Rechargeable battery performance could be improved by a new understanding of how they work at the molecular level. For decades, researchers have assumed that the inevitable filmy buildup on electrodes inside rechargeable batteries is the driver of performance loss. Research shows that view is backward.
The buildup of mossy or tree-like structured lithium metal deposits on battery electrodes is not the root cause of performance loss, but rather a side effect. The report shows the first direct measurement of the electrical properties at the boundary between the solid electrode and the liquid electrolyte inside a rechargeable battery.
The study, led by a research team at the Department of Energy’s Pacific Northwest National Laboratory, shows that the so-called solid electrolyte interphase (SEI) is not an electronic insulator, as previously thought, but instead behaves like a semiconductor. The research solves the long-standing mystery of how SEI functions electrically during battery operation.
Chongmin Wang, a PNNL Laboratory Fellow and battery technology expert who co-led the study said, “A higher rate of electrical conductance induces a thicker SEI with intricate solid lithium forms, ultimately leading to inferior battery performance.”
Micro-sized battery upends assumptions about how rechargeable batteries work
The researchers focused on this SEI layer, which is thinner than a sheet of tissue paper, because of its out-sized role in battery performance. This filmy mosaic selectively permits charged lithium ions to cross during discharge and controls movement of electrons that supply the battery’s power.
When batteries are new, the SEI forms on the first charging cycle and ideally remains stable during the battery’s expected lifespan. But a look inside an aging rechargeable battery often reveals substantial buildup of solid lithium on the negative electrodes.

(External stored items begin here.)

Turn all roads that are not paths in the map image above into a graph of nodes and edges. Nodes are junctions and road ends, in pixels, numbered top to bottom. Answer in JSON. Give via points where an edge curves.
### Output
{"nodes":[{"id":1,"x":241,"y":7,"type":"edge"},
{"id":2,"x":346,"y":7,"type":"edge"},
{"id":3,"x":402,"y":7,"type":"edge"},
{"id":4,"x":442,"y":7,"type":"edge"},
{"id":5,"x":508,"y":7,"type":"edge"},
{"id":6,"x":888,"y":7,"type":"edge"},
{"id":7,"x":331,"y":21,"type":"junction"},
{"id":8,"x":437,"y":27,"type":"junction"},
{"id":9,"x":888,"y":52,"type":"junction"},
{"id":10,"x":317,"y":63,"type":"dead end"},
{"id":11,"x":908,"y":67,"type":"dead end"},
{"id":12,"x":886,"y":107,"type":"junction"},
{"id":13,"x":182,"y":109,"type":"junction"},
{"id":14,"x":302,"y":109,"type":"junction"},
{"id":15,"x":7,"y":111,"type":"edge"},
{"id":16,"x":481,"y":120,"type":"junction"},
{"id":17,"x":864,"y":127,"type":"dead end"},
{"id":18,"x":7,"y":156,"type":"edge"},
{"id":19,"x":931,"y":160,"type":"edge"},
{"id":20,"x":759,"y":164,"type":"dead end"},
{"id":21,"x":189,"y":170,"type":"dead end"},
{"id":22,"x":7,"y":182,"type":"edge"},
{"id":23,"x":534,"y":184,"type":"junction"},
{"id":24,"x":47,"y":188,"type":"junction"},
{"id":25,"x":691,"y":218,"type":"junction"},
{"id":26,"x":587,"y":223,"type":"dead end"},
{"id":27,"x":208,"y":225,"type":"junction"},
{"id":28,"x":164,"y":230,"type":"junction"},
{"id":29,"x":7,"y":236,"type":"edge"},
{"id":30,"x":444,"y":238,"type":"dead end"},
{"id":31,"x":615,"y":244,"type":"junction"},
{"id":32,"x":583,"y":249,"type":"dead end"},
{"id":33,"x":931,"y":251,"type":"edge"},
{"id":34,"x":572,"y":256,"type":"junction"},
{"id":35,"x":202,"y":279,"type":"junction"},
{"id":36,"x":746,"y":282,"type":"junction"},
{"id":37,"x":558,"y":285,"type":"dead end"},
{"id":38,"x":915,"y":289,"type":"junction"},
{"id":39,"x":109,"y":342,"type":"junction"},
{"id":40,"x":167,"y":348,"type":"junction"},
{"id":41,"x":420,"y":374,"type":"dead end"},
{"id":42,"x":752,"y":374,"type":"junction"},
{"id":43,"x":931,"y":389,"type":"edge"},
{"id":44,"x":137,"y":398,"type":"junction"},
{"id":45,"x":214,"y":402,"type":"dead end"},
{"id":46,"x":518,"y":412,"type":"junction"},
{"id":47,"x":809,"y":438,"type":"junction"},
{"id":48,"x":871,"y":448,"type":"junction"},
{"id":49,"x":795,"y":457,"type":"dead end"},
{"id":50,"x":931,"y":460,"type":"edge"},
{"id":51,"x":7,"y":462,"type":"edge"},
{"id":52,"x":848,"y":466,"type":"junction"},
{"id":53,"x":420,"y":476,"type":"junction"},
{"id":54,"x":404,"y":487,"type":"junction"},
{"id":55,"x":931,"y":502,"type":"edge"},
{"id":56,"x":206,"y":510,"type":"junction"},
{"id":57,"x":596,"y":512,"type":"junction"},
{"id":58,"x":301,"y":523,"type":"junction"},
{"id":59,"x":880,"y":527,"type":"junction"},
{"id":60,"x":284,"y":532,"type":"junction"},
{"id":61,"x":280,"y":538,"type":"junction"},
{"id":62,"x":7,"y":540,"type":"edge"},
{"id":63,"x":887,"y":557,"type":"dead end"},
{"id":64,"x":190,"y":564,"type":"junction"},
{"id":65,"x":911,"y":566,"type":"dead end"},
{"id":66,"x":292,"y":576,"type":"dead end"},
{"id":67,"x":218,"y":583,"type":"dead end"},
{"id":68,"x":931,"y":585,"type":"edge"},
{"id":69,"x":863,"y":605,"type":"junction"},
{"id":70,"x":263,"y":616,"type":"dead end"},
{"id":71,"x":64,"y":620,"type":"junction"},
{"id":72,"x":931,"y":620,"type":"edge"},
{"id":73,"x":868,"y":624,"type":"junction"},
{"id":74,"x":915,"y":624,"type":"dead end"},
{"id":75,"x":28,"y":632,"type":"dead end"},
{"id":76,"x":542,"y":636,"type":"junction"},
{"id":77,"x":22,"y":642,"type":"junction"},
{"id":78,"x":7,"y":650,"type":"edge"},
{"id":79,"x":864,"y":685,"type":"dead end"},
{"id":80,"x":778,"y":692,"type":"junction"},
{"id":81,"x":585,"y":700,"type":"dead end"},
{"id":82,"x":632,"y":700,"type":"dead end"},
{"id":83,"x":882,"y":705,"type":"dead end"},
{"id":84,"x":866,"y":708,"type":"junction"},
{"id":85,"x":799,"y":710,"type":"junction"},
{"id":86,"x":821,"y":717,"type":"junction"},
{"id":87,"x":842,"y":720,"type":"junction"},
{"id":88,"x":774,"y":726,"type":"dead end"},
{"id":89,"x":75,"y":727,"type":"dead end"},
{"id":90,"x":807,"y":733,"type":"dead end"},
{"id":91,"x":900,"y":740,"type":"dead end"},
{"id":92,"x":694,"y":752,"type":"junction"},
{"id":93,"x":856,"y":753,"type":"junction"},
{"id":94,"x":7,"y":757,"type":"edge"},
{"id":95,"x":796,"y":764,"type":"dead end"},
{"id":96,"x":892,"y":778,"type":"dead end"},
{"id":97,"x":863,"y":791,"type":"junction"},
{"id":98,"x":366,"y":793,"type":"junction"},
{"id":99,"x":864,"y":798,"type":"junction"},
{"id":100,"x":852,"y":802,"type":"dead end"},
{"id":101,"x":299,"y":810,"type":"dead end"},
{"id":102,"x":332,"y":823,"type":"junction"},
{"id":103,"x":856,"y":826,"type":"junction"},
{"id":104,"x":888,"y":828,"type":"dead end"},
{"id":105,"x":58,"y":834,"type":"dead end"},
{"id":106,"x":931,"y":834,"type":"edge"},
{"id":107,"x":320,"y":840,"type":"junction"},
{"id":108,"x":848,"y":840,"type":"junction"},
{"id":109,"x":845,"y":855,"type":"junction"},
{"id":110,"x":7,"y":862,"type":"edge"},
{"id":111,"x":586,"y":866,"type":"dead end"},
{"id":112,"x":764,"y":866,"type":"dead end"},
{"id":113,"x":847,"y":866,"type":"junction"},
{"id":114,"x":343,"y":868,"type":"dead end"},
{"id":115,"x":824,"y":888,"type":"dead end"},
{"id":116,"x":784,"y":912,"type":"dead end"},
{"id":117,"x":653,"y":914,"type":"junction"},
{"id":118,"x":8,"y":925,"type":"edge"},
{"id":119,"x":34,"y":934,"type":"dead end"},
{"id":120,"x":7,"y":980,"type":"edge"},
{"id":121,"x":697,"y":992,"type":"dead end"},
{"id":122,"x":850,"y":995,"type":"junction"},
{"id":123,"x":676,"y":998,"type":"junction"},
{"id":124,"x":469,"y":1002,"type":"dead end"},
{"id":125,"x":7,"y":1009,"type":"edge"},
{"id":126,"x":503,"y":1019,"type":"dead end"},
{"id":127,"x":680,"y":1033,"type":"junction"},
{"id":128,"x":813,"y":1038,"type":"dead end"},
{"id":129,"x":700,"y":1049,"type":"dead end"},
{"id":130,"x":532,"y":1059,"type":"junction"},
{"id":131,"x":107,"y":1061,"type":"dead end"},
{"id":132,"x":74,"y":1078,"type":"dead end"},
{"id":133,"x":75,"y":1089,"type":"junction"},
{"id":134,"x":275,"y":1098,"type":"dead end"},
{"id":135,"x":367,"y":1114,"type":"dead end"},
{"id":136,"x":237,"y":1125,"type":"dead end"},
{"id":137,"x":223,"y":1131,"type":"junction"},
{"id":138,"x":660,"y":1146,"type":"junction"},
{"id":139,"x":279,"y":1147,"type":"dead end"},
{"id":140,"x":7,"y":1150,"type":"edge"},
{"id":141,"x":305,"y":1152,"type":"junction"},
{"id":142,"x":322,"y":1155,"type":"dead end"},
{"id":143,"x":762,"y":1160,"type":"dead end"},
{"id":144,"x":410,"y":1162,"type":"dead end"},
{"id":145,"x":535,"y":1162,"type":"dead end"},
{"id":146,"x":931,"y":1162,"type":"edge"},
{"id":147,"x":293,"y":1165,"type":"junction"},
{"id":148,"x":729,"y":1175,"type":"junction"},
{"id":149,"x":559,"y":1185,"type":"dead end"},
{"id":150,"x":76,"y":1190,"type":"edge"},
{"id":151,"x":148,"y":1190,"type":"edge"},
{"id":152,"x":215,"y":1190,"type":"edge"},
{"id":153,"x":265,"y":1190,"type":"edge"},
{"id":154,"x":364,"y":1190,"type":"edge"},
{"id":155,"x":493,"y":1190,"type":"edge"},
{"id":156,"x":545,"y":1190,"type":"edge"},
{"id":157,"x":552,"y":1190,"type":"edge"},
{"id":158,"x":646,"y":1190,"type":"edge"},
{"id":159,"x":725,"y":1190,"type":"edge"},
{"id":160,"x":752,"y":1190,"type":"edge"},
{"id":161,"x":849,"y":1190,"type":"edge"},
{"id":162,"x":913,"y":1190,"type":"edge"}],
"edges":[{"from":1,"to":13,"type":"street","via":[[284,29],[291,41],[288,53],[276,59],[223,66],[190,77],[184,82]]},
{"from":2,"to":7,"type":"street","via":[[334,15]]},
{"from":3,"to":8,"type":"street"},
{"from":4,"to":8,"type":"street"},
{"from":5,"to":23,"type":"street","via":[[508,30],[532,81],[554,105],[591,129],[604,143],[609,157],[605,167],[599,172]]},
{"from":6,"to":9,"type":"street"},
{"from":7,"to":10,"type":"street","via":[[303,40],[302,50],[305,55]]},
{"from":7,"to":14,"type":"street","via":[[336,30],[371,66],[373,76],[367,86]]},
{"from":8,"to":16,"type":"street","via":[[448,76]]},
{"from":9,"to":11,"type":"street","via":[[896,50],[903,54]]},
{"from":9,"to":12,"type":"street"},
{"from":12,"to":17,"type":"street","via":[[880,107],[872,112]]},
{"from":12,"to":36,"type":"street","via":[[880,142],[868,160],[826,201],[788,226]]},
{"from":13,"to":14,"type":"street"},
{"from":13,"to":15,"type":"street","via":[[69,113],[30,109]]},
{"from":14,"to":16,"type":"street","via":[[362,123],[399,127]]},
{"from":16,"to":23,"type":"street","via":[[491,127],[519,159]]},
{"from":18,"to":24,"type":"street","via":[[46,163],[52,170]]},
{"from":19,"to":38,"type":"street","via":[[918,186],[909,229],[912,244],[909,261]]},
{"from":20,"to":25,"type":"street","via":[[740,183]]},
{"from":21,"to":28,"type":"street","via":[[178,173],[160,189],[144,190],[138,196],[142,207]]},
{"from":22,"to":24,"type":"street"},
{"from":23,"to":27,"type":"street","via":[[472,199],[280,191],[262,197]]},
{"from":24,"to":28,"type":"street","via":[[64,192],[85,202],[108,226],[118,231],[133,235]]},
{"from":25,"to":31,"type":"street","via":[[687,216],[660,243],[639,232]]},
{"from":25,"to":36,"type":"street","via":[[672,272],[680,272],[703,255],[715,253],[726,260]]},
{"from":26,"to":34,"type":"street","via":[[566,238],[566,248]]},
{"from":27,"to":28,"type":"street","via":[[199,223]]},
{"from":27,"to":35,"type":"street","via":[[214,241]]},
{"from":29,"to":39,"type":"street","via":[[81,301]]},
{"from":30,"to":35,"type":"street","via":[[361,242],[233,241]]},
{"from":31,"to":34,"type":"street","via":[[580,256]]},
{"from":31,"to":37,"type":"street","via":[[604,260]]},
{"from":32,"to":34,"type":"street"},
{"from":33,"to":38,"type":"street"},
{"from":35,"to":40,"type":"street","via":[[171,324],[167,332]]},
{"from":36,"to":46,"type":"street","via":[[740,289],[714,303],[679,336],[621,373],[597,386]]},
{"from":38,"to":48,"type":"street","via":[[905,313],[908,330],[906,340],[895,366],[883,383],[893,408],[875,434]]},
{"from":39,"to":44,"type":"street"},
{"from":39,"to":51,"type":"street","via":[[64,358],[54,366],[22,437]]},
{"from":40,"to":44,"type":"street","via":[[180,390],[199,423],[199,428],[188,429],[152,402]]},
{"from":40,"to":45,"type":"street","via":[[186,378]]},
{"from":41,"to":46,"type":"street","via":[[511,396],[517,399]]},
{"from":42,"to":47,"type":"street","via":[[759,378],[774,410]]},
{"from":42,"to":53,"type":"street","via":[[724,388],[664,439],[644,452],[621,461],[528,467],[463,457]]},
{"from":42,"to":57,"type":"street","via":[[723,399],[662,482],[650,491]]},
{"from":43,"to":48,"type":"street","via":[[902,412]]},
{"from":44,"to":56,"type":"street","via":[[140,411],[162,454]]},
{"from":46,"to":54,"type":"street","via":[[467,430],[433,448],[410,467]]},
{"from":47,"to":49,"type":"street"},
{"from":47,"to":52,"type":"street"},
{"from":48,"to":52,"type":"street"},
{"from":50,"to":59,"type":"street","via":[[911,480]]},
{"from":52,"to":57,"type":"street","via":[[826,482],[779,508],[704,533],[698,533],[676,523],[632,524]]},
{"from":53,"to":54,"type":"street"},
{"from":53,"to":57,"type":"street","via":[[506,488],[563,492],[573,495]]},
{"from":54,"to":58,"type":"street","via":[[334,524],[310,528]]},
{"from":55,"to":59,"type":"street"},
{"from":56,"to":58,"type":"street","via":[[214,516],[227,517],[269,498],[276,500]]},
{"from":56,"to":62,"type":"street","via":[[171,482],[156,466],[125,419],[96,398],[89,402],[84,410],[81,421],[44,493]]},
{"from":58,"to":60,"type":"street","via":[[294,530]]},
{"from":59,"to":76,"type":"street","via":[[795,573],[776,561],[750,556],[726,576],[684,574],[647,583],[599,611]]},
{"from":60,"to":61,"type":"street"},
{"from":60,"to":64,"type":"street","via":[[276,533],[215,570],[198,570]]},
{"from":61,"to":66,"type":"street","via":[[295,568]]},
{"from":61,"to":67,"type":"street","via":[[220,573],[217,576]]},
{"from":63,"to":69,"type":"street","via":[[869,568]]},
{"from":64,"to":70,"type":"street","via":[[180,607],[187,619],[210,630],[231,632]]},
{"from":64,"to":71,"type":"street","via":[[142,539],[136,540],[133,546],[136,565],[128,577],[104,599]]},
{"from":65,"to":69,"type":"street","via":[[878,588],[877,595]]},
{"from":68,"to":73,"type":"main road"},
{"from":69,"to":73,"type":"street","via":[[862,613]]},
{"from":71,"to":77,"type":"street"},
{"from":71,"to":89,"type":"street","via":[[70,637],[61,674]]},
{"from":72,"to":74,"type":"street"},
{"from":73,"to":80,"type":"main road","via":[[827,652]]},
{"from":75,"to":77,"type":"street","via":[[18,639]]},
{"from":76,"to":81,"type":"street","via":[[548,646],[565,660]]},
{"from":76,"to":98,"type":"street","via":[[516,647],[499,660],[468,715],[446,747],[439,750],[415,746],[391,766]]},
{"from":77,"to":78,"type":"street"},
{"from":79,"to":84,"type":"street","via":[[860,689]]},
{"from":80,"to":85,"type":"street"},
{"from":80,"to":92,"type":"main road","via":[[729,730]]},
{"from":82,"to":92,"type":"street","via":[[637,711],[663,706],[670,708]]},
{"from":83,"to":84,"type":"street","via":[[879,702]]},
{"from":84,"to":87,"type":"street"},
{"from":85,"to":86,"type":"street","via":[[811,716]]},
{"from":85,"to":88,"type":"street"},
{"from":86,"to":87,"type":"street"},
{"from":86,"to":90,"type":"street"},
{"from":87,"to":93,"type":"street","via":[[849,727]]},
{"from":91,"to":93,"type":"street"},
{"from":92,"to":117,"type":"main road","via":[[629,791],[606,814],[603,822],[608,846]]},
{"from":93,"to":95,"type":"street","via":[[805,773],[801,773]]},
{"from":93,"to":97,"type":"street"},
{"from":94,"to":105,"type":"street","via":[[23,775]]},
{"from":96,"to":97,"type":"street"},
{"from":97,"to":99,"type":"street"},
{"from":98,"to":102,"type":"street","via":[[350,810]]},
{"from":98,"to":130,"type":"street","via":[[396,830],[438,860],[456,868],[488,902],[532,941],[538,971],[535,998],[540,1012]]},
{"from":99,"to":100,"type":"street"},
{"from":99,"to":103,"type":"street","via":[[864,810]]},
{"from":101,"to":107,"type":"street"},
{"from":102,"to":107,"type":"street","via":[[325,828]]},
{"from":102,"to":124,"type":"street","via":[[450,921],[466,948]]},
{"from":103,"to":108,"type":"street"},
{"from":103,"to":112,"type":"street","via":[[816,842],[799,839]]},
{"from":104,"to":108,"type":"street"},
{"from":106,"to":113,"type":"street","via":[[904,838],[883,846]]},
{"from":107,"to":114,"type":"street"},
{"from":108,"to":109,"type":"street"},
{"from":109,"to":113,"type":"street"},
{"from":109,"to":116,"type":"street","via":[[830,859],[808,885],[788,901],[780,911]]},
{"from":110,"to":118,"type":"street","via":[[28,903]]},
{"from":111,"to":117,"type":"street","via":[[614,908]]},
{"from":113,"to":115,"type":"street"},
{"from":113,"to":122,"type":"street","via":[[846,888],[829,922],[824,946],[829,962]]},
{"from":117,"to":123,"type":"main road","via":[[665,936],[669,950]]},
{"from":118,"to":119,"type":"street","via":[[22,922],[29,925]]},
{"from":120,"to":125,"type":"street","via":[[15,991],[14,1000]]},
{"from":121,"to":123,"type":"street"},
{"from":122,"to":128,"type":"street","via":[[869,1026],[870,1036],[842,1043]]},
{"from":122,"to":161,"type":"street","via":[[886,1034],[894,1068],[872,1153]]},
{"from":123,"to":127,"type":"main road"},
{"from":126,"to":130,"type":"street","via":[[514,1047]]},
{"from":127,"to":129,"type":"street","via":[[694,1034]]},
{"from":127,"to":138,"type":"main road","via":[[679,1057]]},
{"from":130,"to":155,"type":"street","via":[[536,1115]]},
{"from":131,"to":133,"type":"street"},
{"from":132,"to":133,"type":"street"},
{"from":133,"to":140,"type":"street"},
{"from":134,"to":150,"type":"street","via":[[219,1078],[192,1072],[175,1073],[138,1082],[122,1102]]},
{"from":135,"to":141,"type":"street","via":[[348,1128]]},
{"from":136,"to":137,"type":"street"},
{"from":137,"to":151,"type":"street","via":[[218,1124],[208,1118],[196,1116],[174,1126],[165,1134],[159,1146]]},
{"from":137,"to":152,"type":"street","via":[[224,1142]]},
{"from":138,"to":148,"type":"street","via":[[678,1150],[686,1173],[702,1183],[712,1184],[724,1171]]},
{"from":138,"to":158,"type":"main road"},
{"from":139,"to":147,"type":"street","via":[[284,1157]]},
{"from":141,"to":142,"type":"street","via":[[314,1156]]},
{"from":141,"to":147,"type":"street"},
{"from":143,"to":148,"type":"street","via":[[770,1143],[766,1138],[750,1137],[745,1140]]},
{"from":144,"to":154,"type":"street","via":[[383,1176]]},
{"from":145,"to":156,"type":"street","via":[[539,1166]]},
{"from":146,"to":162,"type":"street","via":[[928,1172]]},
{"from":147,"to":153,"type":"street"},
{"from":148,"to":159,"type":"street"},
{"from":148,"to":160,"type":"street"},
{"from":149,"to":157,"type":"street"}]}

Battery researchers have assumed that this buildup causes the performance losses. Part of the reason for this guess work has been an inability to make measurements to test cause and effect.
Wang, along with co-lead of the study Wu Xu, a materials scientist of PNNL’s Battery Materials and Systems Group, co-first authors Yaobin Xu and Hao Jia, and their colleagues at PNNL, Texas A&M University, and Lawrence Berkeley National Laboratory solved this problem by developing a new technique to directly measure electrical conduction across the SEI in an experimental system. The team combined transmission electron microscopy with nanoscale manipulation of microfabricated metal needles inside the microscope. The researchers then measured the electrical properties of the SEI layer formed on either a copper or lithium metal with four different types of electrolytes.
The group’s measurements revealed that as voltage increases in the battery, the SEI layer in all cases leaks electrons, making it semi-conductive.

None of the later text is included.